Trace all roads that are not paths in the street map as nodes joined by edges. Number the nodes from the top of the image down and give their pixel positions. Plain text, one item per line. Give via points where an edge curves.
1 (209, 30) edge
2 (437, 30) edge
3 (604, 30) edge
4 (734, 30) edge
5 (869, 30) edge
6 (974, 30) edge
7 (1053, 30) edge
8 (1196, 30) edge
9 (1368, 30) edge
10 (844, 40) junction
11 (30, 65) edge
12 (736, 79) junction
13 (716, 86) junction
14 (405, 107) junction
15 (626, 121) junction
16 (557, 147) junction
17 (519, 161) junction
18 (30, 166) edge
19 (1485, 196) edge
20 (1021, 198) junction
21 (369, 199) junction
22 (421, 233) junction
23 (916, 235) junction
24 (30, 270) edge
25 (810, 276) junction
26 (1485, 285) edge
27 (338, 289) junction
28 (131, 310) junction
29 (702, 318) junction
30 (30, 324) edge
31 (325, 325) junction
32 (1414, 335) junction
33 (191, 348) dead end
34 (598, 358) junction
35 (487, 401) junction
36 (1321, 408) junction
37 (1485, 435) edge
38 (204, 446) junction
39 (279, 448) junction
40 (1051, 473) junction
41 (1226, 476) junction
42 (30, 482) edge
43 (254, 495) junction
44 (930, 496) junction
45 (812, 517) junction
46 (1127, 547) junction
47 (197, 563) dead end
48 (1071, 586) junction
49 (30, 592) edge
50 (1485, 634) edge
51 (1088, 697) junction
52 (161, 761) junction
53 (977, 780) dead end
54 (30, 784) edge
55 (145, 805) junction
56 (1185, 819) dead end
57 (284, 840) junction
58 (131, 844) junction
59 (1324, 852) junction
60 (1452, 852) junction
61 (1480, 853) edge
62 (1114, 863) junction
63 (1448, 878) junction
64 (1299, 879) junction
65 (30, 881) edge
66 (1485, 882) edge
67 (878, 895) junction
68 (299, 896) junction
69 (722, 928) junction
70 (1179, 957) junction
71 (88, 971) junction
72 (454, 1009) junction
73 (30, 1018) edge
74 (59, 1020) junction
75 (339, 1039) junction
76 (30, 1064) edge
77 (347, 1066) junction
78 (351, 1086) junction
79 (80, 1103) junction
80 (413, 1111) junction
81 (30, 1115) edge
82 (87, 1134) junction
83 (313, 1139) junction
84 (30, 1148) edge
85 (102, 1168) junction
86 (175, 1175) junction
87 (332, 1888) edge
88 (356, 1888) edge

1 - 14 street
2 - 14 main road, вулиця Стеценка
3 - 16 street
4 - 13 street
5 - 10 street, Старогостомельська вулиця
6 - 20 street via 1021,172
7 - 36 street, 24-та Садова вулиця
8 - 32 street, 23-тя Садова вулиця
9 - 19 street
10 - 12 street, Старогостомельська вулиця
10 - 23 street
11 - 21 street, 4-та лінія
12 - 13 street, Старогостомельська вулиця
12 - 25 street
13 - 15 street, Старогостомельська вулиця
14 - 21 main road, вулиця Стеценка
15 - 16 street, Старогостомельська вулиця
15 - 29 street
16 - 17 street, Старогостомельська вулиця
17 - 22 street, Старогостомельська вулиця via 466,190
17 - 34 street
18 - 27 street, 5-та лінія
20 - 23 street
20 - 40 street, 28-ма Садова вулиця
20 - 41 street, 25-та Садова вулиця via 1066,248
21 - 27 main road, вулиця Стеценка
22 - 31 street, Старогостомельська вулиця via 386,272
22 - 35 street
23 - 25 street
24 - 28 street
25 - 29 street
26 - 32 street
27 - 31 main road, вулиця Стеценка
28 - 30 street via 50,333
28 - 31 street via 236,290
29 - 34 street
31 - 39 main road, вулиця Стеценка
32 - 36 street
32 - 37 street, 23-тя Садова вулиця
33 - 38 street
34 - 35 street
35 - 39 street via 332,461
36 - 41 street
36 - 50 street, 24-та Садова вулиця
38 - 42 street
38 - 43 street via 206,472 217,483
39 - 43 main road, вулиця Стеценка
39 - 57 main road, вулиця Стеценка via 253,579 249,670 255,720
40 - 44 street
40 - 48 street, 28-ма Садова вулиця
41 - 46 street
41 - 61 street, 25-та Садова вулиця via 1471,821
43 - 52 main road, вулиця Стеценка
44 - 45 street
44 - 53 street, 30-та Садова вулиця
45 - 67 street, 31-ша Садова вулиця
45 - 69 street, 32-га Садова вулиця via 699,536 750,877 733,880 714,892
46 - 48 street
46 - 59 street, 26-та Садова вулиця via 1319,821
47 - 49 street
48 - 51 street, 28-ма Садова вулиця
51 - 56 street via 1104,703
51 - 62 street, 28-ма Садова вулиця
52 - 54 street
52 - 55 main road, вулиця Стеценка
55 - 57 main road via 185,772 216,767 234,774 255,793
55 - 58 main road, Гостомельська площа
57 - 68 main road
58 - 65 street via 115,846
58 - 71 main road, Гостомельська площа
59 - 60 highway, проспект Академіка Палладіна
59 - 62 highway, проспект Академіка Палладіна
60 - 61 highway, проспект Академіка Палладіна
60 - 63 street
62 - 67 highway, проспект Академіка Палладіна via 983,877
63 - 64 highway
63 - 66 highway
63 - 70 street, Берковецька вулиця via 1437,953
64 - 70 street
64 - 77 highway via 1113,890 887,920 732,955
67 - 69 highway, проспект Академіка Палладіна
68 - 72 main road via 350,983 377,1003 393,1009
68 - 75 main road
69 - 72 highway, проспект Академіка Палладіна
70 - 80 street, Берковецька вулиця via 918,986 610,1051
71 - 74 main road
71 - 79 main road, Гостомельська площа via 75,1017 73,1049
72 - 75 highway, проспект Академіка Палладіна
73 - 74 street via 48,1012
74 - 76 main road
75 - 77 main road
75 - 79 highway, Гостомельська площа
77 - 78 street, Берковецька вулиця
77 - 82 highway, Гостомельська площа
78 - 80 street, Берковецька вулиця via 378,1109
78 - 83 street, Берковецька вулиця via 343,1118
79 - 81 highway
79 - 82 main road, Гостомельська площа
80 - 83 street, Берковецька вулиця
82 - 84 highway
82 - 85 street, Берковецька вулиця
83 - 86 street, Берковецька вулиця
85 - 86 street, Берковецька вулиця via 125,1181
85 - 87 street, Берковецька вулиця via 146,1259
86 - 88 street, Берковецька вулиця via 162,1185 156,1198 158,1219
==============================
● **Exercise brief**:
Please return every line of the listing exactly.

● **Result for this task**:
Trace all roads that are not paths in the street map as nodes joined by edges. Number the nodes from the top of the image down and give their pixel positions. Plain text, one item per line. Give via points where an edge curves.
1 (209, 30) edge
2 (437, 30) edge
3 (604, 30) edge
4 (734, 30) edge
5 (869, 30) edge
6 (974, 30) edge
7 (1053, 30) edge
8 (1196, 30) edge
9 (1368, 30) edge
10 (844, 40) junction
11 (30, 65) edge
12 (736, 79) junction
13 (716, 86) junction
14 (405, 107) junction
15 (626, 121) junction
16 (557, 147) junction
17 (519, 161) junction
18 (30, 166) edge
19 (1485, 196) edge
20 (1021, 198) junction
21 (369, 199) junction
22 (421, 233) junction
23 (916, 235) junction
24 (30, 270) edge
25 (810, 276) junction
26 (1485, 285) edge
27 (338, 289) junction
28 (131, 310) junction
29 (702, 318) junction
30 (30, 324) edge
31 (325, 325) junction
32 (1414, 335) junction
33 (191, 348) dead end
34 (598, 358) junction
35 (487, 401) junction
36 (1321, 408) junction
37 (1485, 435) edge
38 (204, 446) junction
39 (279, 448) junction
40 (1051, 473) junction
41 (1226, 476) junction
42 (30, 482) edge
43 (254, 495) junction
44 (930, 496) junction
45 (812, 517) junction
46 (1127, 547) junction
47 (197, 563) dead end
48 (1071, 586) junction
49 (30, 592) edge
50 (1485, 634) edge
51 (1088, 697) junction
52 (161, 761) junction
53 (977, 780) dead end
54 (30, 784) edge
55 (145, 805) junction
56 (1185, 819) dead end
57 (284, 840) junction
58 (131, 844) junction
59 (1324, 852) junction
60 (1452, 852) junction
61 (1480, 853) edge
62 (1114, 863) junction
63 (1448, 878) junction
64 (1299, 879) junction
65 (30, 881) edge
66 (1485, 882) edge
67 (878, 895) junction
68 (299, 896) junction
69 (722, 928) junction
70 (1179, 957) junction
71 (88, 971) junction
72 (454, 1009) junction
73 (30, 1018) edge
74 (59, 1020) junction
75 (339, 1039) junction
76 (30, 1064) edge
77 (347, 1066) junction
78 (351, 1086) junction
79 (80, 1103) junction
80 (413, 1111) junction
81 (30, 1115) edge
82 (87, 1134) junction
83 (313, 1139) junction
84 (30, 1148) edge
85 (102, 1168) junction
86 (175, 1175) junction
87 (332, 1888) edge
88 (356, 1888) edge

1 - 14 street
2 - 14 main road, вулиця Стеценка
3 - 16 street
4 - 13 street
5 - 10 street, Старогостомельська вулиця
6 - 20 street via 1021,172
7 - 36 street, 24-та Садова вулиця
8 - 32 street, 23-тя Садова вулиця
9 - 19 street
10 - 12 street, Старогостомельська вулиця
10 - 23 street
11 - 21 street, 4-та лінія
12 - 13 street, Старогостомельська вулиця
12 - 25 street
13 - 15 street, Старогостомельська вулиця
14 - 21 main road, вулиця Стеценка
15 - 16 street, Старогостомельська вулиця
15 - 29 street
16 - 17 street, Старогостомельська вулиця
17 - 22 street, Старогостомельська вулиця via 466,190
17 - 34 street
18 - 27 street, 5-та лінія
20 - 23 street
20 - 40 street, 28-ма Садова вулиця
20 - 41 street, 25-та Садова вулиця via 1066,248
21 - 27 main road, вулиця Стеценка
22 - 31 street, Старогостомельська вулиця via 386,272
22 - 35 street
23 - 25 street
24 - 28 street
25 - 29 street
26 - 32 street
27 - 31 main road, вулиця Стеценка
28 - 30 street via 50,333
28 - 31 street via 236,290
29 - 34 street
31 - 39 main road, вулиця Стеценка
32 - 36 street
32 - 37 street, 23-тя Садова вулиця
33 - 38 street
34 - 35 street
35 - 39 street via 332,461
36 - 41 street
36 - 50 street, 24-та Садова вулиця
38 - 42 street
38 - 43 street via 206,472 217,483
39 - 43 main road, вулиця Стеценка
39 - 57 main road, вулиця Стеценка via 253,579 249,670 255,720
40 - 44 street
40 - 48 street, 28-ма Садова вулиця
41 - 46 street
41 - 61 street, 25-та Садова вулиця via 1471,821
43 - 52 main road, вулиця Стеценка
44 - 45 street
44 - 53 street, 30-та Садова вулиця
45 - 67 street, 31-ша Садова вулиця
45 - 69 street, 32-га Садова вулиця via 699,536 750,877 733,880 714,892
46 - 48 street
46 - 59 street, 26-та Садова вулиця via 1319,821
47 - 49 street
48 - 51 street, 28-ма Садова вулиця
51 - 56 street via 1104,703
51 - 62 street, 28-ма Садова вулиця
52 - 54 street
52 - 55 main road, вулиця Стеценка
55 - 57 main road via 185,772 216,767 234,774 255,793
55 - 58 main road, Гостомельська площа
57 - 68 main road
58 - 65 street via 115,846
58 - 71 main road, Гостомельська площа
59 - 60 highway, проспект Академіка Палладіна
59 - 62 highway, проспект Академіка Палладіна
60 - 61 highway, проспект Академіка Палладіна
60 - 63 street
62 - 67 highway, проспект Академіка Палладіна via 983,877
63 - 64 highway
63 - 66 highway
63 - 70 street, Берковецька вулиця via 1437,953
64 - 70 street
64 - 77 highway via 1113,890 887,920 732,955
67 - 69 highway, проспект Академіка Палладіна
68 - 72 main road via 350,983 377,1003 393,1009
68 - 75 main road
69 - 72 highway, проспект Академіка Палладіна
70 - 80 street, Берковецька вулиця via 918,986 610,1051
71 - 74 main road
71 - 79 main road, Гостомельська площа via 75,1017 73,1049
72 - 75 highway, проспект Академіка Палладіна
73 - 74 street via 48,1012
74 - 76 main road
75 - 77 main road
75 - 79 highway, Гостомельська площа
77 - 78 street, Берковецька вулиця
77 - 82 highway, Гостомельська площа
78 - 80 street, Берковецька вулиця via 378,1109
78 - 83 street, Берковецька вулиця via 343,1118
79 - 81 highway
79 - 82 main road, Гостомельська площа
80 - 83 street, Берковецька вулиця
82 - 84 highway
82 - 85 street, Берковецька вулиця
83 - 86 street, Берковецька вулиця
85 - 86 street, Берковецька вулиця via 125,1181
85 - 87 street, Берковецька вулиця via 146,1259
86 - 88 street, Берковецька вулиця via 162,1185 156,1198 158,1219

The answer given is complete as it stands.